• Exercise
Write the data out again, matching every line exactly.

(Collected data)
++++++

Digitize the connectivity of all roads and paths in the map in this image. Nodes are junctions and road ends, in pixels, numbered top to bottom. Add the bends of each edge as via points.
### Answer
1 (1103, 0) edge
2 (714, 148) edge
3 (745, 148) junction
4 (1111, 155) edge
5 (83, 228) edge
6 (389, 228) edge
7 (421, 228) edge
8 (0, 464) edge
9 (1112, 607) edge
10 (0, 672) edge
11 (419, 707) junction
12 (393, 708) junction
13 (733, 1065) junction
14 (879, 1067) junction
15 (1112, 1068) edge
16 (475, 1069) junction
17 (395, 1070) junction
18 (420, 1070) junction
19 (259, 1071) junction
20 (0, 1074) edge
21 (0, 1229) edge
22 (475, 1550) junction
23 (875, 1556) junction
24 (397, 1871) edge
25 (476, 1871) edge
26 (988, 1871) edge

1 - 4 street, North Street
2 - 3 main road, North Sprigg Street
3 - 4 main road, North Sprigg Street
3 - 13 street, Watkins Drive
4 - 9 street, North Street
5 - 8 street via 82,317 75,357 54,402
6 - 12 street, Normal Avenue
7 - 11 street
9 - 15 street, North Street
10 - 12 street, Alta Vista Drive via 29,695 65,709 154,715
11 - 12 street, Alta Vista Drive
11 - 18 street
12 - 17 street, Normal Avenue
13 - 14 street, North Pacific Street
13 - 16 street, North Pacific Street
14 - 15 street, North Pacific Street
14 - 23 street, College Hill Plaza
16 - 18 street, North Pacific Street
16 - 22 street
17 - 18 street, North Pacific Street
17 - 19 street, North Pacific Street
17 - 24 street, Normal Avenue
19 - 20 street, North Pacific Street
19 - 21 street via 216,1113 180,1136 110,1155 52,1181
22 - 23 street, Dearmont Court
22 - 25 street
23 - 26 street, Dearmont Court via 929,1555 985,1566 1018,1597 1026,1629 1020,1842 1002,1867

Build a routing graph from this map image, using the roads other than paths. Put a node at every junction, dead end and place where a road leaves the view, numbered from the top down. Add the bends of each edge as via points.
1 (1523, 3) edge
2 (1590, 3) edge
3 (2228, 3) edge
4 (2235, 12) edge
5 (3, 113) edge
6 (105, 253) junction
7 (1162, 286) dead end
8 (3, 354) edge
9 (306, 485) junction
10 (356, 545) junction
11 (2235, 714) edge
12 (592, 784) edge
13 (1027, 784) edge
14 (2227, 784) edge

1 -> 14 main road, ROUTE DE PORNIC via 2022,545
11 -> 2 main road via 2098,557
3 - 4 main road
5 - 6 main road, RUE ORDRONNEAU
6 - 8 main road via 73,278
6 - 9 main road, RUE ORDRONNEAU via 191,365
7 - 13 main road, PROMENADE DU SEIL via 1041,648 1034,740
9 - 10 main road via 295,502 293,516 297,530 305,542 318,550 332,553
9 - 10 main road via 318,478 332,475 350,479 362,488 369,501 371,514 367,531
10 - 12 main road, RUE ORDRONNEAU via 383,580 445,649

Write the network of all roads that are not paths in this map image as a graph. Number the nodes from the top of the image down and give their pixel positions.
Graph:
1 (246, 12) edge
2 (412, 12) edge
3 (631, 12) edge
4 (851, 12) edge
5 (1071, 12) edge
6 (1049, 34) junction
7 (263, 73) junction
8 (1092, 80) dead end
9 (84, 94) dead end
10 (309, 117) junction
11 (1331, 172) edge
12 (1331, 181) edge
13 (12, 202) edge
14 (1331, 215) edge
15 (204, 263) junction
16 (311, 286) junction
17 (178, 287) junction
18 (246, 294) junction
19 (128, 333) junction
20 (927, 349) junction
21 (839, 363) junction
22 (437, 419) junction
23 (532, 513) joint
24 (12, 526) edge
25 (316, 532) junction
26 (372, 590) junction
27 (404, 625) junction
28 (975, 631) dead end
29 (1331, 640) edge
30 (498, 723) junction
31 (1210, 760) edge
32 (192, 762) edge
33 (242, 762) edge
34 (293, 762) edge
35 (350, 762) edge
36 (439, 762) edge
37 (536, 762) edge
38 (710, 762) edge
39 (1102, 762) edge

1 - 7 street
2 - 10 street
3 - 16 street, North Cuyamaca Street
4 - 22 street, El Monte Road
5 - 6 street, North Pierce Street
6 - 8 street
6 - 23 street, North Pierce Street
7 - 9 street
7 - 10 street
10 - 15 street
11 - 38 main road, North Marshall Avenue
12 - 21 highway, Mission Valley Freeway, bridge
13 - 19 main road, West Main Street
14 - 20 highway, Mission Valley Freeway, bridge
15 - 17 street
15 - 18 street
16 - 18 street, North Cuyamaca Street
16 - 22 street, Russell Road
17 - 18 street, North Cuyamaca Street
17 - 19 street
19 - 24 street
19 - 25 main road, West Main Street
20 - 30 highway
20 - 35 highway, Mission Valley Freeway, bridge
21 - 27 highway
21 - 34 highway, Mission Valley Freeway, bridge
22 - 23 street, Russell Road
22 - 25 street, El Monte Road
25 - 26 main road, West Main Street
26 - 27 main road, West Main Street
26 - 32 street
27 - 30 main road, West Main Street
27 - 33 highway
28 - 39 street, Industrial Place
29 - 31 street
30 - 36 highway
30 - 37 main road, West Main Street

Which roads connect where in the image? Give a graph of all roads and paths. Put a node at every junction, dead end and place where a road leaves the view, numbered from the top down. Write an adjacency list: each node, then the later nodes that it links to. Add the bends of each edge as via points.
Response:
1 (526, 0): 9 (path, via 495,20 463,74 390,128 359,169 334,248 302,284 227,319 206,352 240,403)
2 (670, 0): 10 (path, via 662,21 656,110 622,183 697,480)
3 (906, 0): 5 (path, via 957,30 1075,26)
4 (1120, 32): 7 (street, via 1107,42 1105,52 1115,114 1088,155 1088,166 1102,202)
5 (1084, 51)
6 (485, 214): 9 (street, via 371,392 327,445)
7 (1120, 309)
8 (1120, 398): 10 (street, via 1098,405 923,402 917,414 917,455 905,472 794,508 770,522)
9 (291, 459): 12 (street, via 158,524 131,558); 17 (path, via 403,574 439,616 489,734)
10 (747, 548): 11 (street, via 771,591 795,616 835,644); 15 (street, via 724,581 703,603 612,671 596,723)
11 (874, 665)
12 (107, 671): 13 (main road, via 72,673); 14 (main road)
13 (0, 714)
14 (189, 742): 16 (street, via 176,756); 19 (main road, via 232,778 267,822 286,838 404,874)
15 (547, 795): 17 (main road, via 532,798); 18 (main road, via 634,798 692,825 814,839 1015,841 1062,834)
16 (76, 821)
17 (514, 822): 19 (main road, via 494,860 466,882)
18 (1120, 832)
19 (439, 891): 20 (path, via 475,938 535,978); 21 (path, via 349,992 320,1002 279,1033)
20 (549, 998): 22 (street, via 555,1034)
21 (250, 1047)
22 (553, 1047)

++++++

• Task result
Digitize the connectivity of all roads and paths in the map in this image. Nodes are junctions and road ends, in pixels, numbered top to bottom. Add the bends of each edge as via points.
### Answer
1 (1103, 0) edge
2 (714, 148) edge
3 (745, 148) junction
4 (1111, 155) edge
5 (83, 228) edge
6 (389, 228) edge
7 (421, 228) edge
8 (0, 464) edge
9 (1112, 607) edge
10 (0, 672) edge
11 (419, 707) junction
12 (393, 708) junction
13 (733, 1065) junction
14 (879, 1067) junction
15 (1112, 1068) edge
16 (475, 1069) junction
17 (395, 1070) junction
18 (420, 1070) junction
19 (259, 1071) junction
20 (0, 1074) edge
21 (0, 1229) edge
22 (475, 1550) junction
23 (875, 1556) junction
24 (397, 1871) edge
25 (476, 1871) edge
26 (988, 1871) edge

1 - 4 street, North Street
2 - 3 main road, North Sprigg Street
3 - 4 main road, North Sprigg Street
3 - 13 street, Watkins Drive
4 - 9 street, North Street
5 - 8 street via 82,317 75,357 54,402
6 - 12 street, Normal Avenue
7 - 11 street
9 - 15 street, North Street
10 - 12 street, Alta Vista Drive via 29,695 65,709 154,715
11 - 12 street, Alta Vista Drive
11 - 18 street
12 - 17 street, Normal Avenue
13 - 14 street, North Pacific Street
13 - 16 street, North Pacific Street
14 - 15 street, North Pacific Street
14 - 23 street, College Hill Plaza
16 - 18 street, North Pacific Street
16 - 22 street
17 - 18 street, North Pacific Street
17 - 19 street, North Pacific Street
17 - 24 street, Normal Avenue
19 - 20 street, North Pacific Street
19 - 21 street via 216,1113 180,1136 110,1155 52,1181
22 - 23 street, Dearmont Court
22 - 25 street
23 - 26 street, Dearmont Court via 929,1555 985,1566 1018,1597 1026,1629 1020,1842 1002,1867

Build a routing graph from this map image, using the roads other than paths. Put a node at every junction, dead end and place where a road leaves the view, numbered from the top down. Add the bends of each edge as via points.
1 (1523, 3) edge
2 (1590, 3) edge
3 (2228, 3) edge
4 (2235, 12) edge
5 (3, 113) edge
6 (105, 253) junction
7 (1162, 286) dead end
8 (3, 354) edge
9 (306, 485) junction
10 (356, 545) junction
11 (2235, 714) edge
12 (592, 784) edge
13 (1027, 784) edge
14 (2227, 784) edge

1 -> 14 main road, ROUTE DE PORNIC via 2022,545
11 -> 2 main road via 2098,557
3 - 4 main road
5 - 6 main road, RUE ORDRONNEAU
6 - 8 main road via 73,278
6 - 9 main road, RUE ORDRONNEAU via 191,365
7 - 13 main road, PROMENADE DU SEIL via 1041,648 1034,740
9 - 10 main road via 295,502 293,516 297,530 305,542 318,550 332,553
9 - 10 main road via 318,478 332,475 350,479 362,488 369,501 371,514 367,531
10 - 12 main road, RUE ORDRONNEAU via 383,580 445,649

Write the network of all roads that are not paths in this map image as a graph. Number the nodes from the top of the image down and give their pixel positions.
Graph:
1 (246, 12) edge
2 (412, 12) edge
3 (631, 12) edge
4 (851, 12) edge
5 (1071, 12) edge
6 (1049, 34) junction
7 (263, 73) junction
8 (1092, 80) dead end
9 (84, 94) dead end
10 (309, 117) junction
11 (1331, 172) edge
12 (1331, 181) edge
13 (12, 202) edge
14 (1331, 215) edge
15 (204, 263) junction
16 (311, 286) junction
17 (178, 287) junction
18 (246, 294) junction
19 (128, 333) junction
20 (927, 349) junction
21 (839, 363) junction
22 (437, 419) junction
23 (532, 513) joint
24 (12, 526) edge
25 (316, 532) junction
26 (372, 590) junction
27 (404, 625) junction
28 (975, 631) dead end
29 (1331, 640) edge
30 (498, 723) junction
31 (1210, 760) edge
32 (192, 762) edge
33 (242, 762) edge
34 (293, 762) edge
35 (350, 762) edge
36 (439, 762) edge
37 (536, 762) edge
38 (710, 762) edge
39 (1102, 762) edge

1 - 7 street
2 - 10 street
3 - 16 street, North Cuyamaca Street
4 - 22 street, El Monte Road
5 - 6 street, North Pierce Street
6 - 8 street
6 - 23 street, North Pierce Street
7 - 9 street
7 - 10 street
10 - 15 street
11 - 38 main road, North Marshall Avenue
12 - 21 highway, Mission Valley Freeway, bridge
13 - 19 main road, West Main Street
14 - 20 highway, Mission Valley Freeway, bridge
15 - 17 street
15 - 18 street
16 - 18 street, North Cuyamaca Street
16 - 22 street, Russell Road
17 - 18 street, North Cuyamaca Street
17 - 19 street
19 - 24 street
19 - 25 main road, West Main Street
20 - 30 highway
20 - 35 highway, Mission Valley Freeway, bridge
21 - 27 highway
21 - 34 highway, Mission Valley Freeway, bridge
22 - 23 street, Russell Road
22 - 25 street, El Monte Road
25 - 26 main road, West Main Street
26 - 27 main road, West Main Street
26 - 32 street
27 - 30 main road, West Main Street
27 - 33 highway
28 - 39 street, Industrial Place
29 - 31 street
30 - 36 highway
30 - 37 main road, West Main Street

Which roads connect where in the image? Give a graph of all roads and paths. Put a node at every junction, dead end and place where a road leaves the view, numbered from the top down. Write an adjacency list: each node, then the later nodes that it links to. Add the bends of each edge as via points.
Response:
1 (526, 0): 9 (path, via 495,20 463,74 390,128 359,169 334,248 302,284 227,319 206,352 240,403)
2 (670, 0): 10 (path, via 662,21 656,110 622,183 697,480)
3 (906, 0): 5 (path, via 957,30 1075,26)
4 (1120, 32): 7 (street, via 1107,42 1105,52 1115,114 1088,155 1088,166 1102,202)
5 (1084, 51)
6 (485, 214): 9 (street, via 371,392 327,445)
7 (1120, 309)
8 (1120, 398): 10 (street, via 1098,405 923,402 917,414 917,455 905,472 794,508 770,522)
9 (291, 459): 12 (street, via 158,524 131,558); 17 (path, via 403,574 439,616 489,734)
10 (747, 548): 11 (street, via 771,591 795,616 835,644); 15 (street, via 724,581 703,603 612,671 596,723)
11 (874, 665)
12 (107, 671): 13 (main road, via 72,673); 14 (main road)
13 (0, 714)
14 (189, 742): 16 (street, via 176,756); 19 (main road, via 232,778 267,822 286,838 404,874)
15 (547, 795): 17 (main road, via 532,798); 18 (main road, via 634,798 692,825 814,839 1015,841 1062,834)
16 (76, 821)
17 (514, 822): 19 (main road, via 494,860 466,882)
18 (1120, 832)
19 (439, 891): 20 (path, via 475,938 535,978); 21 (path, via 349,992 320,1002 279,1033)
20 (549, 998): 22 (street, via 555,1034)
21 (250, 1047)
22 (553, 1047)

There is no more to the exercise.